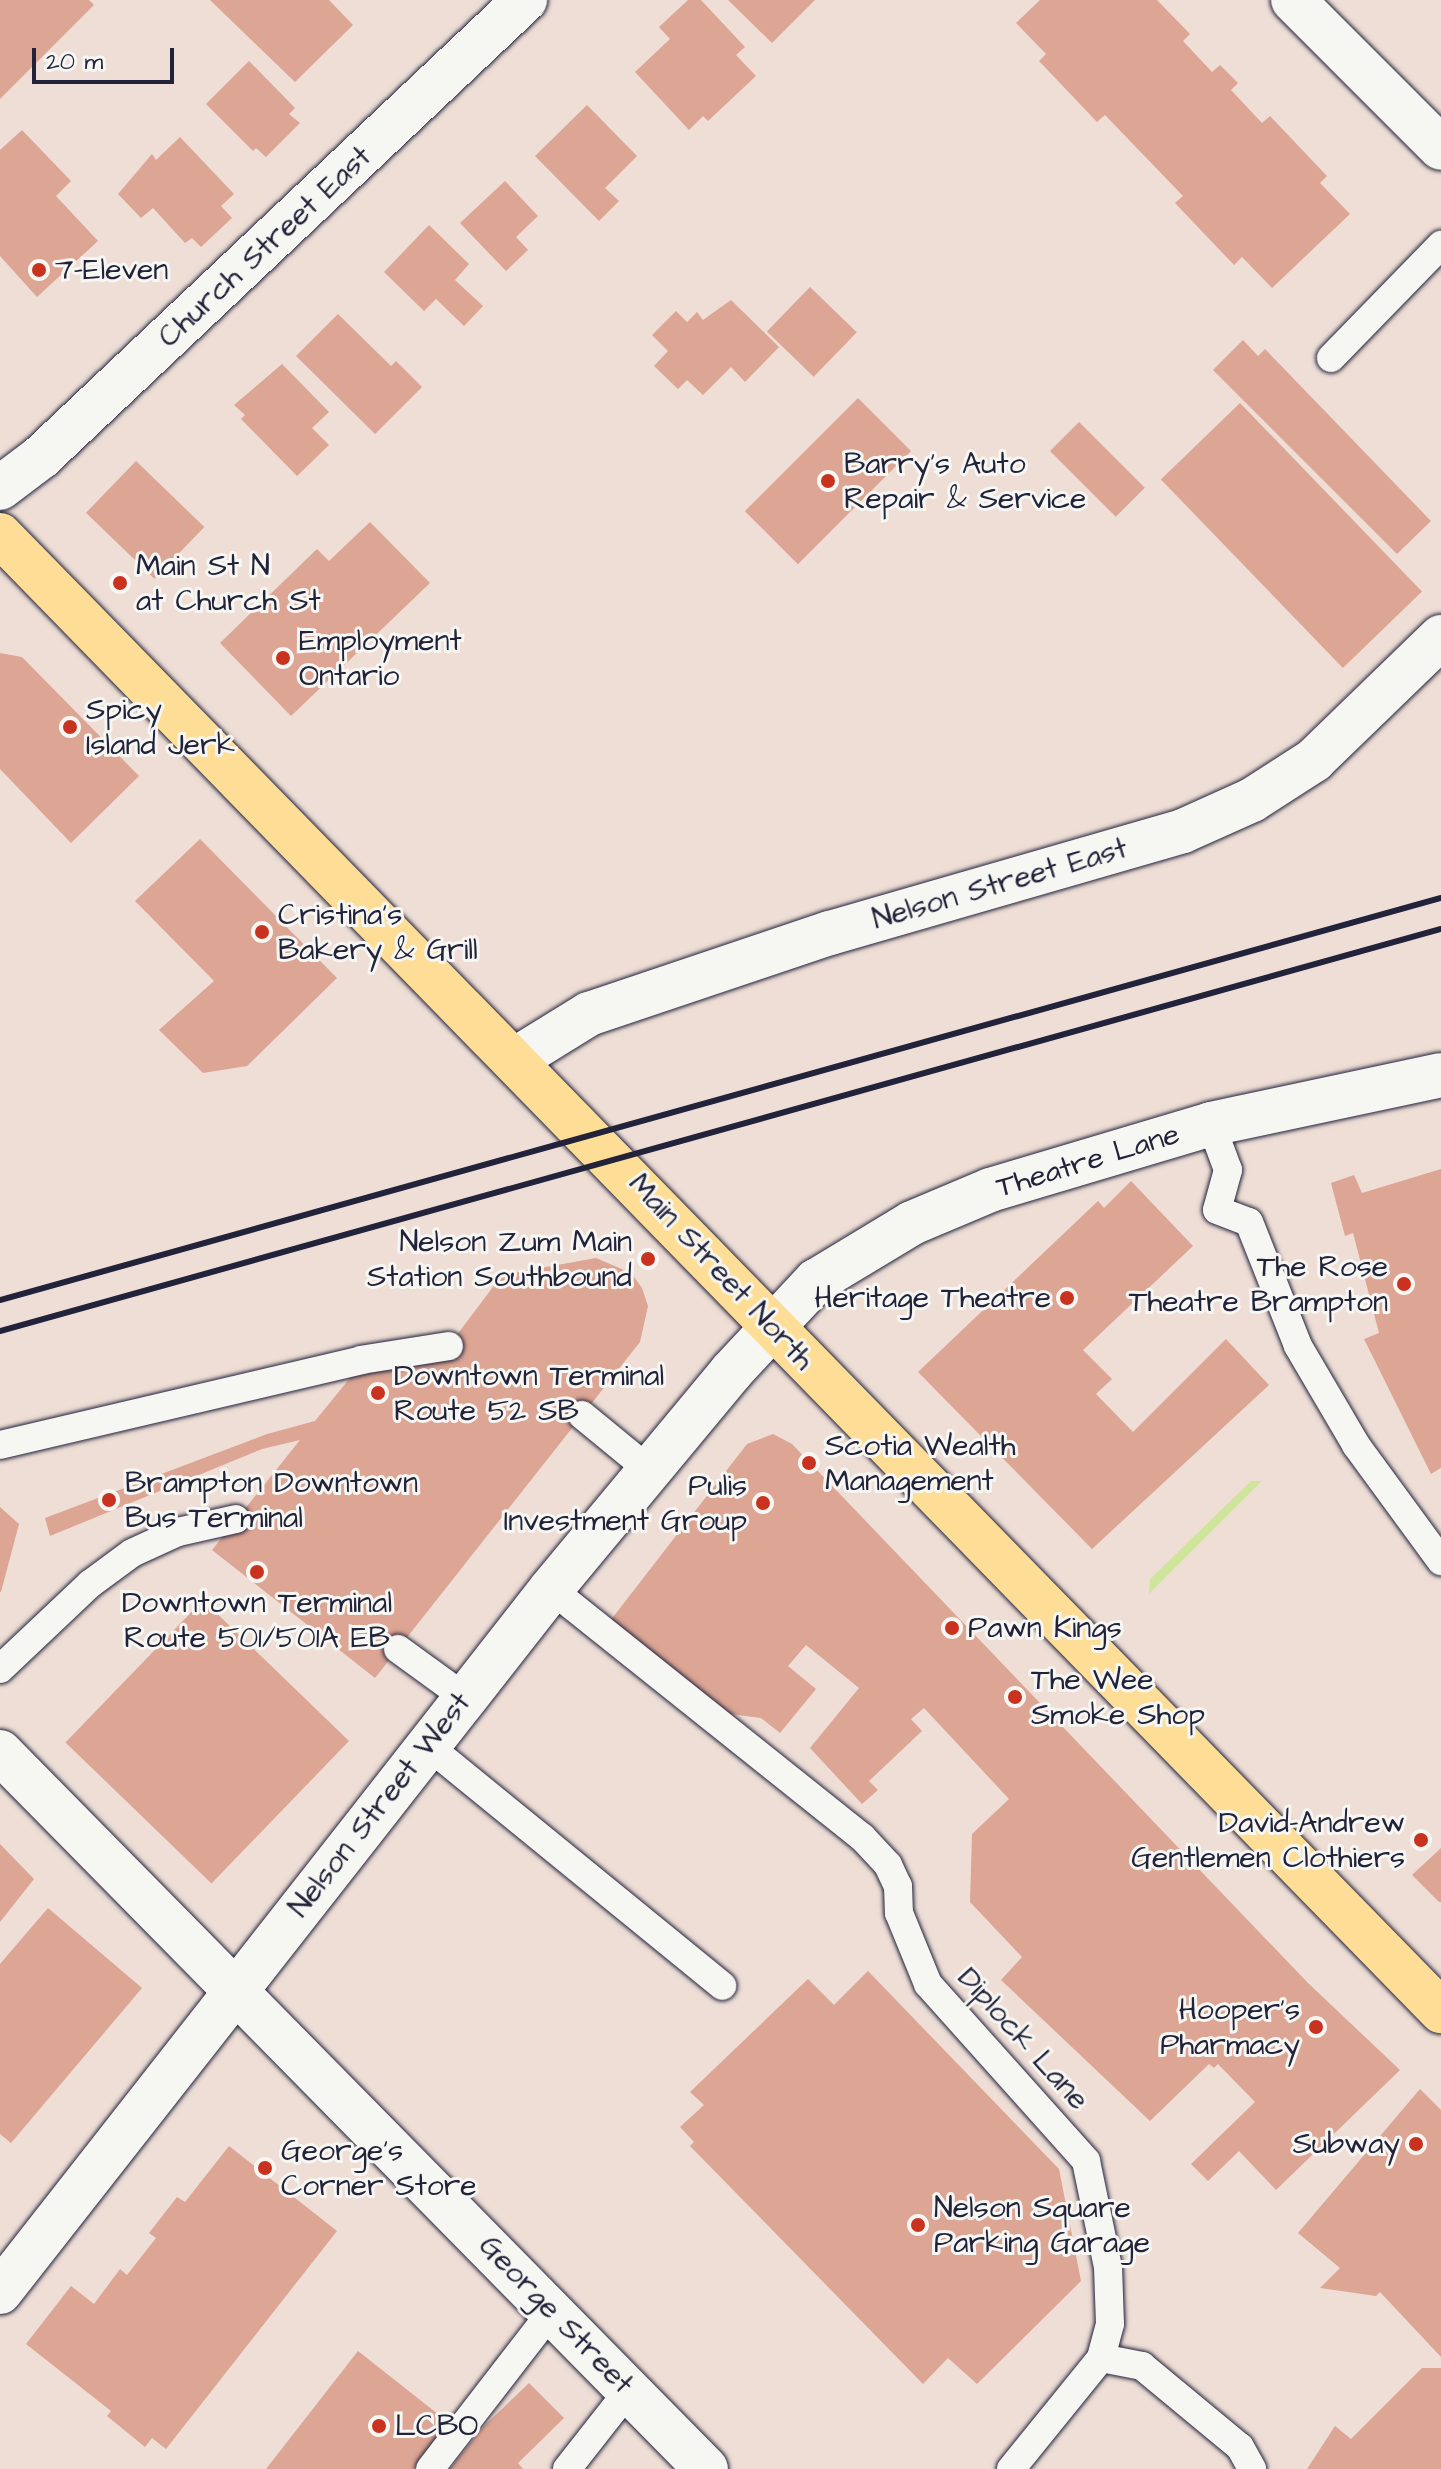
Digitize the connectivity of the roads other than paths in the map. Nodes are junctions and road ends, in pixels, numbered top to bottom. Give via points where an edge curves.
1 (525, 0) edge
2 (1293, 0) edge
3 (1441, 148) edge
4 (1441, 245) edge
5 (1331, 358) dead end
6 (0, 488) edge
7 (0, 535) edge
8 (1441, 637) edge
9 (516, 1059) junction
10 (1441, 1075) edge
11 (1211, 1124) junction
12 (772, 1328) junction
13 (449, 1346) dead end
14 (582, 1415) dead end
15 (0, 1445) edge
16 (649, 1470) junction
17 (236, 1519) dead end
18 (1441, 1561) edge
19 (551, 1589) junction
20 (398, 1649) dead end
21 (0, 1669) edge
22 (464, 1697) junction
23 (427, 1745) junction
24 (0, 1752) edge
25 (722, 1986) dead end
26 (238, 1988) junction
27 (1441, 2011) edge
28 (0, 2292) edge
29 (552, 2311) junction
30 (1101, 2358) junction
31 (629, 2390) junction
32 (430, 2469) edge
33 (567, 2469) edge
34 (706, 2469) edge
35 (1011, 2469) edge
36 (1252, 2469) edge

1 - 6 street, Church Street East via 52,447
2 - 3 street
4 - 5 lane
7 - 9 main road, Main Street North
8 - 9 street, Nelson Street East via 1314,760 1211,819 830,933 589,1014
9 - 12 main road, Main Street North
10 - 11 street, Theatre Lane
11 - 12 street, Theatre Lane via 990,1190 912,1223 816,1281
11 - 18 lane via 1228,1170 1217,1210 1249,1222 1298,1346 1356,1445
12 - 16 street, Nelson Street West
12 - 27 main road, Main Street North
13 - 15 lane via 361,1360
14 - 16 lane
16 - 19 street, Nelson Street West
17 - 21 lane via 178,1532 132,1553 90,1584
19 - 22 street, Nelson Street West
19 - 30 lane, Diplock Lane via 862,1837 888,1865 898,1886 899,1913 928,1984 1086,2161 1108,2267 1110,2324
20 - 22 lane
22 - 23 street, Nelson Street West
23 - 25 lane
23 - 26 street, Nelson Street West
24 - 26 street, George Street
26 - 28 street, Nelson Street West
26 - 29 street, George Street
29 - 31 street, George Street
29 - 32 lane
30 - 35 lane, Diplock Lane
30 - 36 lane via 1142,2366 1240,2447
31 - 33 lane
31 - 34 street, George Street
***
▶ The problem: Restate each entry word for word; omit the pictures.

▶ Exercise response:
Digitize the connectivity of the roads other than paths in the map. Nodes are junctions and road ends, in pixels, numbered top to bottom. Give via points where an edge curves.
1 (525, 0) edge
2 (1293, 0) edge
3 (1441, 148) edge
4 (1441, 245) edge
5 (1331, 358) dead end
6 (0, 488) edge
7 (0, 535) edge
8 (1441, 637) edge
9 (516, 1059) junction
10 (1441, 1075) edge
11 (1211, 1124) junction
12 (772, 1328) junction
13 (449, 1346) dead end
14 (582, 1415) dead end
15 (0, 1445) edge
16 (649, 1470) junction
17 (236, 1519) dead end
18 (1441, 1561) edge
19 (551, 1589) junction
20 (398, 1649) dead end
21 (0, 1669) edge
22 (464, 1697) junction
23 (427, 1745) junction
24 (0, 1752) edge
25 (722, 1986) dead end
26 (238, 1988) junction
27 (1441, 2011) edge
28 (0, 2292) edge
29 (552, 2311) junction
30 (1101, 2358) junction
31 (629, 2390) junction
32 (430, 2469) edge
33 (567, 2469) edge
34 (706, 2469) edge
35 (1011, 2469) edge
36 (1252, 2469) edge

1 - 6 street, Church Street East via 52,447
2 - 3 street
4 - 5 lane
7 - 9 main road, Main Street North
8 - 9 street, Nelson Street East via 1314,760 1211,819 830,933 589,1014
9 - 12 main road, Main Street North
10 - 11 street, Theatre Lane
11 - 12 street, Theatre Lane via 990,1190 912,1223 816,1281
11 - 18 lane via 1228,1170 1217,1210 1249,1222 1298,1346 1356,1445
12 - 16 street, Nelson Street West
12 - 27 main road, Main Street North
13 - 15 lane via 361,1360
14 - 16 lane
16 - 19 street, Nelson Street West
17 - 21 lane via 178,1532 132,1553 90,1584
19 - 22 street, Nelson Street West
19 - 30 lane, Diplock Lane via 862,1837 888,1865 898,1886 899,1913 928,1984 1086,2161 1108,2267 1110,2324
20 - 22 lane
22 - 23 street, Nelson Street West
23 - 25 lane
23 - 26 street, Nelson Street West
24 - 26 street, George Street
26 - 28 street, Nelson Street West
26 - 29 street, George Street
29 - 31 street, George Street
29 - 32 lane
30 - 35 lane, Diplock Lane
30 - 36 lane via 1142,2366 1240,2447
31 - 33 lane
31 - 34 street, George Street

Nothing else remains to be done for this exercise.